Specifically, interest expense on time accounts and interest expense on money
market increased $245 thousand and $92 thousand respectively over the comparable
periods. Interest expense on borrowings also increased $77 thousand between
periods, primarily due to an increase in the volume of borrowings, offset by a
lower cost of borrowings. The cost of NOW accounts and savings accounts changed
only modestly on a comparable quarter basis.

Provision for Loan Losses. We recorded a provision for loan losses of $240
thousand for the three-month period ended March 31, 2005, as compared to $360
thousand for the three-month period ended March 31, 2004, a $120 thousand
decrease. During the three-month period ended March 31, 2005, we recorded net
loan charge-offs of $112 thousand. This compares to $224 thousand during the
three-month period ended March 31, 2004 and $208 thousand for the previous
quarter ended December 31, 2004. The favorable reduction in net charge-offs
during the quarter was countered by a modest deterioration in the overall credit
quality of the loan portfolio. Non-performing loans, loans 30 or more days
delinquent (excluding non performing loans) and potential problem loans all
increased during the quarter.

Non-Interest Income. Non-interest income decreased from $1.812 million in the
three-month period ended March 31, 2004 to $1.414 million in the three-month
period ended March 31, 2005, a $398 thousand or 22.0% decrease. This decrease
was primarily driven by a $475 thousand reduction in investment securities
gains. Specifically, during the first quarter of 2004 we recorded $719 thousand
of investment securities gains, as compared to $244 thousand during the first
quarter of 2005. During the first quarter of 2004 we sold $7.394 million of
available-for-sale investment securities to fund loan growth.


18


These sales, along with matured securities and trading securities gains totaling
$41 thousand, resulted in net investment securities gains of $719 thousand for
the quarter. By comparison, during the first quarter of 2005, we only sold
$5.351 million of available-for-sale investment securities.

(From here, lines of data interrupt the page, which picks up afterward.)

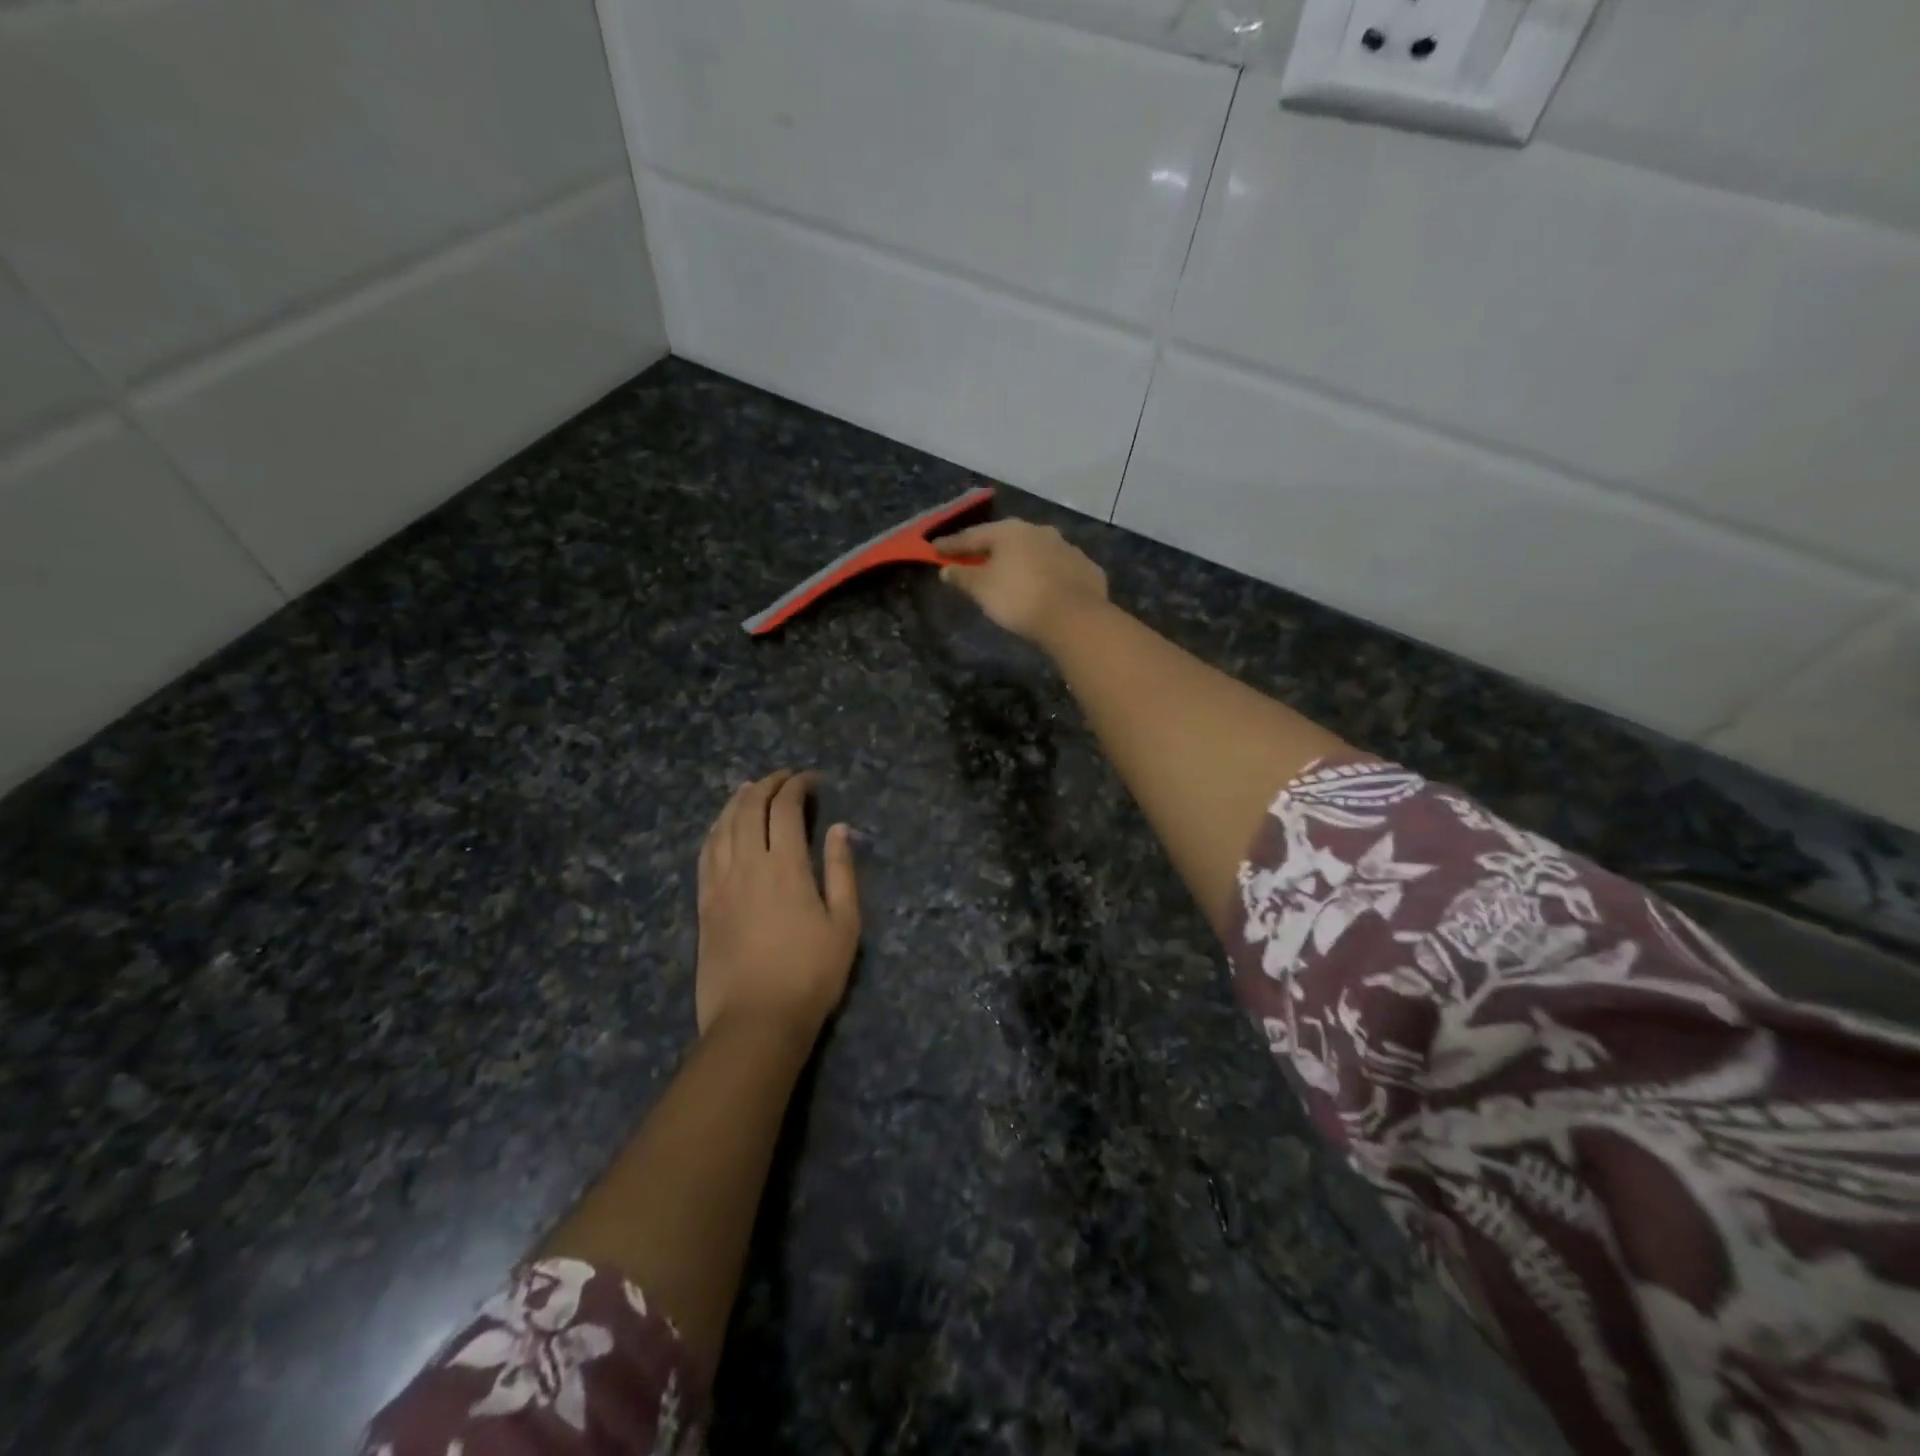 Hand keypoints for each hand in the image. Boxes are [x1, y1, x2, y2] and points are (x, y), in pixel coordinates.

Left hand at [695, 770, 859, 1039]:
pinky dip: (715, 830)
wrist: (756, 1021)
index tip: (811, 779)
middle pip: (749, 809)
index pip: (785, 809)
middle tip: (784, 777)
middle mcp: (747, 865)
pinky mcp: (704, 904)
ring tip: (750, 788)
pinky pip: (705, 854)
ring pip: (723, 827)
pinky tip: (722, 826)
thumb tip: (840, 829)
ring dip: (737, 801)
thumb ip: (841, 870)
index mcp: (785, 866)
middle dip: (767, 785)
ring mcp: (720, 884)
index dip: (797, 786)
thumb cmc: (811, 974)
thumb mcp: (845, 923)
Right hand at [934, 519, 1108, 644]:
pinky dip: (1046, 574)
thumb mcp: (982, 589)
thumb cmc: (1018, 598)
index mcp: (1009, 531)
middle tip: (974, 558)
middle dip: (989, 549)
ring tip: (1010, 573)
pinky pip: (1057, 568)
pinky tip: (1043, 586)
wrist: (1074, 617)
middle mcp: (1039, 531)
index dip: (952, 545)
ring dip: (1020, 560)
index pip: (972, 536)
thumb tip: (947, 569)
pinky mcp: (1086, 568)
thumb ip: (962, 577)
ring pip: (1035, 551)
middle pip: (1006, 539)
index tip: (935, 549)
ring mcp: (1066, 547)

These sales, along
with matured securities and trading securities losses of $3 thousand, resulted
in net investment securities gains of $244 thousand for the first quarter of
2005.

The decrease in investment security gains coupled with a $22 thousand decrease
in commissions income and a $27 thousand decrease in bank owned life insurance
income between the periods were partially offset by a $51 thousand increase in
service charges on deposit accounts, a $47 thousand increase in other service
fees and a $21 thousand increase in other income.

Non-Interest Expense. Non-interest expense increased from $4.313 million for the
quarter ended March 31, 2004 to $4.553 million for the quarter ended March 31,
2005, a $240 thousand or 5.6% increase. Increases in salaries and benefits
expense, occupancy expenses, computer service fees, advertising and marketing
expense and other expenses, were partially offset by small reductions in
furniture and fixture expense and professional fees.

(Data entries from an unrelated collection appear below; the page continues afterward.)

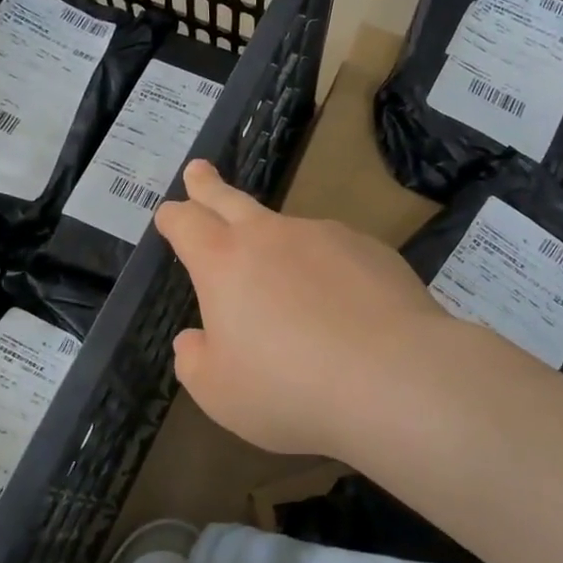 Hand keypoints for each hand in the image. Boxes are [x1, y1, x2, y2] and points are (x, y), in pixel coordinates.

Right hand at [154, 159, 455, 457]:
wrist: (393, 376)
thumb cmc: (290, 388)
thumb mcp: (221, 393)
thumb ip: (196, 361)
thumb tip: (193, 339)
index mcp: (224, 262)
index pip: (187, 224)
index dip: (173, 217)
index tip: (169, 213)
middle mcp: (273, 236)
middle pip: (231, 200)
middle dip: (209, 185)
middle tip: (199, 169)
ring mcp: (326, 235)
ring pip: (290, 230)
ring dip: (277, 243)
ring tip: (289, 286)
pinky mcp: (372, 249)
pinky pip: (337, 254)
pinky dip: (328, 270)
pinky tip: (343, 306) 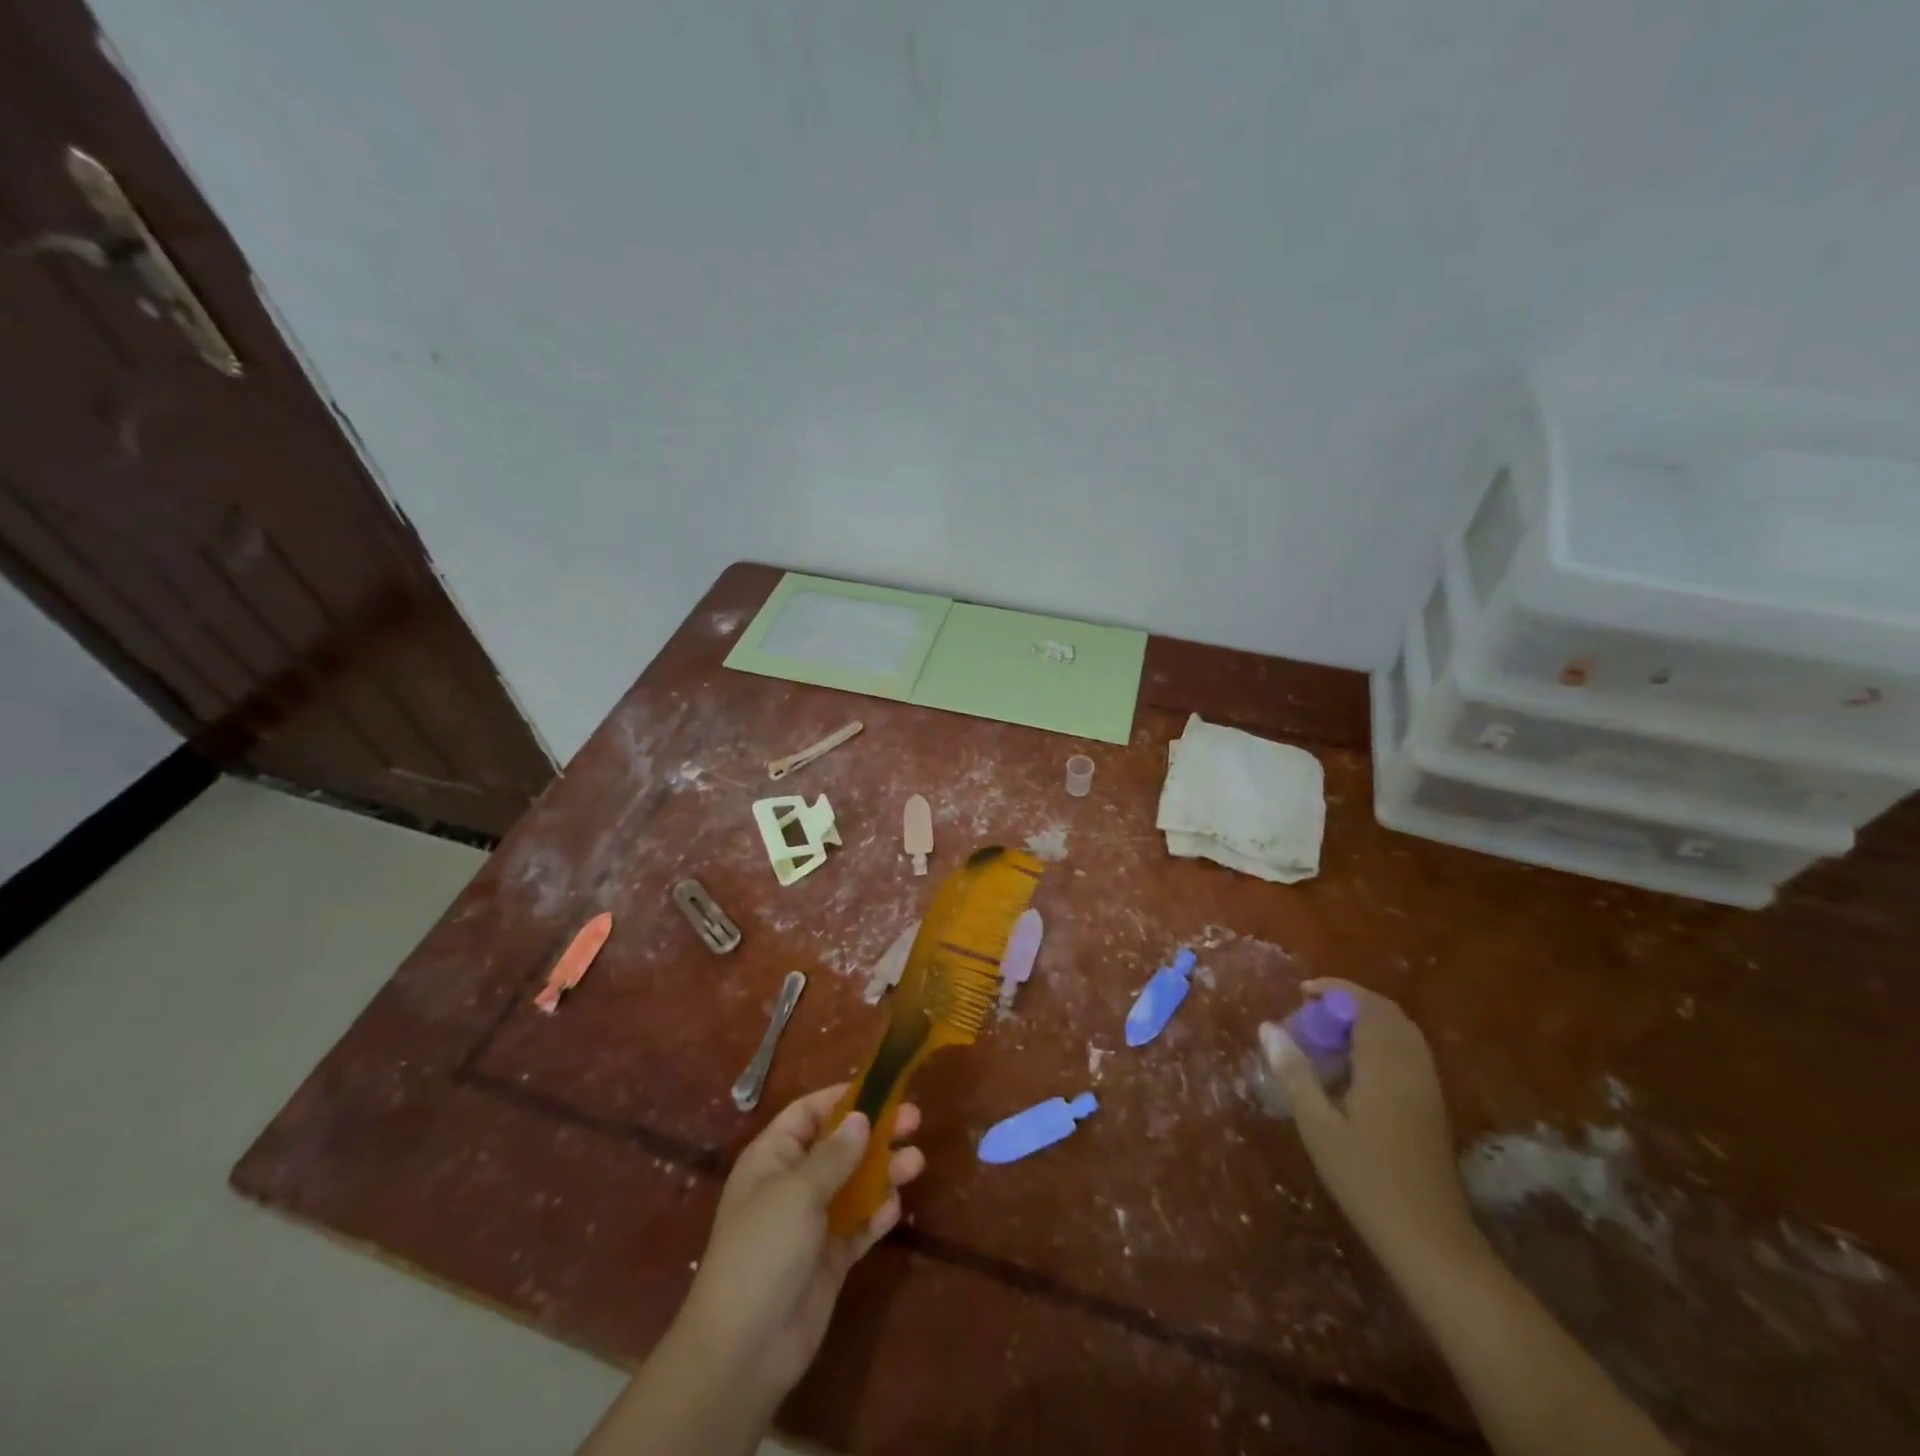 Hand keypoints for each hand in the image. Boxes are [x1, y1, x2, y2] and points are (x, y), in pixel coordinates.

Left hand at [678, 1085, 925, 1403]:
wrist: (745, 1349)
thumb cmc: (763, 1250)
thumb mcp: (797, 1191)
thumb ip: (834, 1154)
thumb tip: (860, 1117)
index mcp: (773, 1158)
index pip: (809, 1113)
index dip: (842, 1098)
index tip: (881, 1088)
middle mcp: (792, 1184)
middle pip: (839, 1146)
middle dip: (875, 1132)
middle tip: (915, 1120)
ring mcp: (811, 1222)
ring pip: (854, 1184)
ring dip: (884, 1171)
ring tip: (917, 1162)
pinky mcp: (829, 1259)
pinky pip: (859, 1225)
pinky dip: (877, 1214)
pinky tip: (896, 1207)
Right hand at [1261, 979, 1479, 1268]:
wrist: (1430, 1239)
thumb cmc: (1366, 1179)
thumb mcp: (1318, 1125)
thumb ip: (1294, 1072)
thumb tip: (1267, 1027)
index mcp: (1385, 1064)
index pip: (1365, 1005)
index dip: (1334, 990)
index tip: (1302, 992)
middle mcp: (1412, 1065)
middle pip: (1387, 1012)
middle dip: (1350, 1001)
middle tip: (1312, 1013)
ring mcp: (1427, 1085)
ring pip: (1401, 1031)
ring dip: (1367, 1020)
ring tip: (1329, 1035)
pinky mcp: (1432, 1104)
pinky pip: (1408, 1051)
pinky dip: (1381, 1041)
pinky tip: (1355, 1067)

Salaries and employee benefits increased $127 thousand or 4.8%, from $2.671
million during the first quarter of 2004 to $2.798 million during the first
quarter of 2005. Salaries and overtime expense, which is comprised of employee
base salaries, employee commissions, employee incentives, and deferred
compensation expense, increased by $107 thousand or 5.1% between the periods,
from $2.114 million in the first quarter of 2004 to $2.221 million in the first
quarter of 2005. The remaining $20 thousand of net increase in salaries and
benefits expense was due to an increase in F.I.C.A. expense, group life,
retirement plan costs, unemployment insurance and other benefits totaling $46
thousand, offset by decreases in group health, group disability, workers
compensation and employee education costs totaling $26 thousand.

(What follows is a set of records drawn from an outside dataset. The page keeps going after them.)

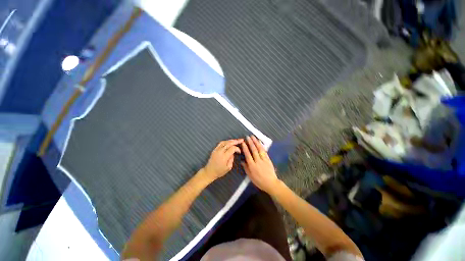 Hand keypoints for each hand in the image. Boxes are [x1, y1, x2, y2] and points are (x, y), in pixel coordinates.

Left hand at [203, 139, 242, 180]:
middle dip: (236, 141)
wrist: (209, 172)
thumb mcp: (228, 168)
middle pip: (229, 143)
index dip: (237, 149)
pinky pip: (220, 143)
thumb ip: (231, 159)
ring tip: (236, 140)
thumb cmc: (219, 171)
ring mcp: (216, 150)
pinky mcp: (214, 149)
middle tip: (241, 140)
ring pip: (224, 142)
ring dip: (231, 140)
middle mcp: (220, 152)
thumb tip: (233, 153)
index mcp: (224, 157)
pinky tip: (229, 142)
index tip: (239, 151)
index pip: (232, 149)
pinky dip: (226, 141)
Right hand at [241, 136, 279, 193]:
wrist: (271, 183)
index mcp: (252, 166)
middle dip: (250, 143)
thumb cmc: (259, 181)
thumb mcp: (250, 176)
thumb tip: (242, 161)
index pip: (248, 155)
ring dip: (256, 142)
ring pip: (259, 149)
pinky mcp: (268, 159)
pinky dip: (262, 146)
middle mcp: (258, 161)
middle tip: (247, 137)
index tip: (243, 142)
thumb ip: (246, 168)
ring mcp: (264, 160)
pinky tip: (260, 142)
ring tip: (253, 137)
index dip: (245, 148)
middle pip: (254, 150)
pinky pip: (264, 151) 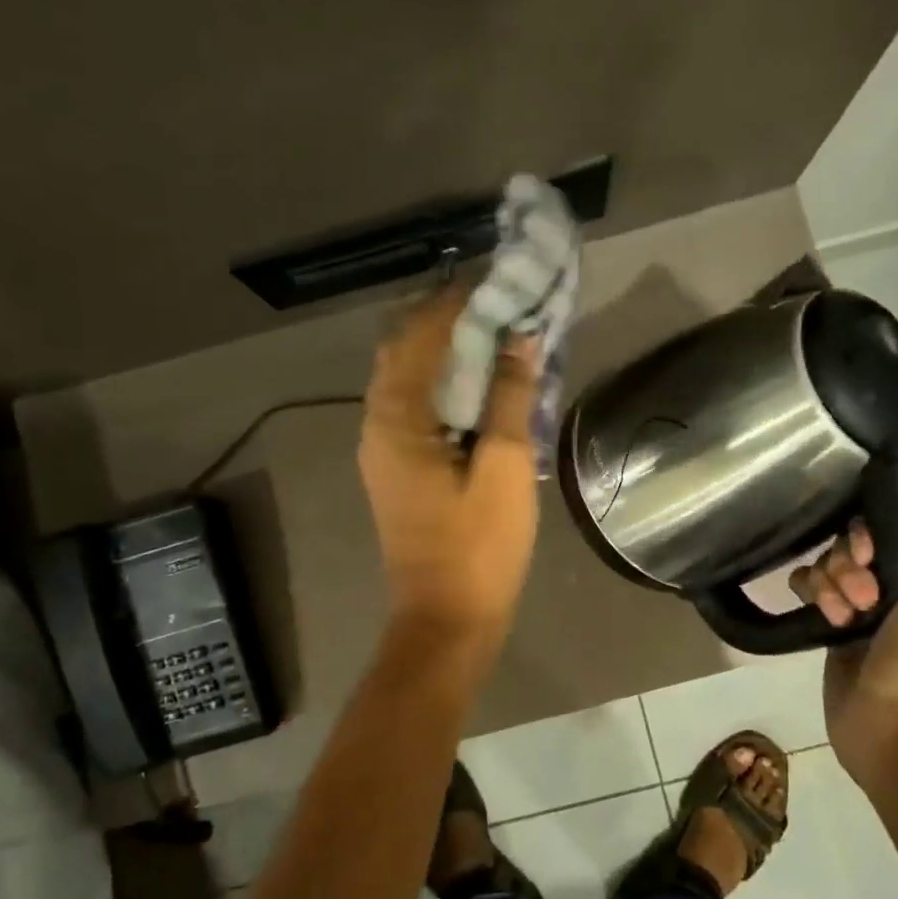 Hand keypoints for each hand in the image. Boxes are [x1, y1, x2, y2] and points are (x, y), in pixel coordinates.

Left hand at [358, 288, 540, 648]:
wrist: (447, 618)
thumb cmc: (478, 547)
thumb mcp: (503, 468)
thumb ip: (508, 398)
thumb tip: (519, 340)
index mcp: (396, 421)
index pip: (419, 338)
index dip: (456, 305)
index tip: (495, 280)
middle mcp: (377, 425)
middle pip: (402, 351)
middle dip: (446, 321)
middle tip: (496, 304)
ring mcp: (382, 448)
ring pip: (406, 379)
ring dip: (443, 352)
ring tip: (492, 333)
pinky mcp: (396, 468)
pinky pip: (414, 407)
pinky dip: (442, 384)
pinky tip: (478, 384)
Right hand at [789, 464, 897, 770]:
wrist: (895, 722)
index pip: (882, 527)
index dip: (867, 534)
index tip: (869, 554)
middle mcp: (891, 585)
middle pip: (848, 544)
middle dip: (846, 564)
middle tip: (864, 599)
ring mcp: (857, 608)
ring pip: (824, 565)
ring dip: (827, 584)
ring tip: (843, 618)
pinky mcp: (827, 630)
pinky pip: (805, 590)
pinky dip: (807, 596)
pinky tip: (821, 619)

Computer service fee expenses increased from $80 thousand during the first
quarter of 2004 to $131 thousand during the first quarter of 2005, a $51
thousand or 63.8% increase. Throughout the last three quarters of 2004 and the
first quarter of 2005 we executed several new computer system contracts due to:
(i) a core computer operating system conversion scheduled for the second quarter
of 2005, (ii) increased system recovery and information security demands on our
information technology systems, and (iii) the implementation of new customer
delivery systems.

Professional fees decreased $29 thousand or 12.9%, from $225 thousand during the
first quarter of 2004 to $196 thousand during the first quarter of 2005. During
the first quarter of 2004, we incurred significant professional fees related to
the Company's SEC common stock registration and American Stock Exchange listing.
These fees did not recur during the first quarter of 2005. In spite of this
decrease in professional fees during the first quarter of 2005, we expect that
professional fees will increase in the last three quarters of 2005 due to our
efforts to comply with various aspects of the Sarbanes - Oxley Act of 2002.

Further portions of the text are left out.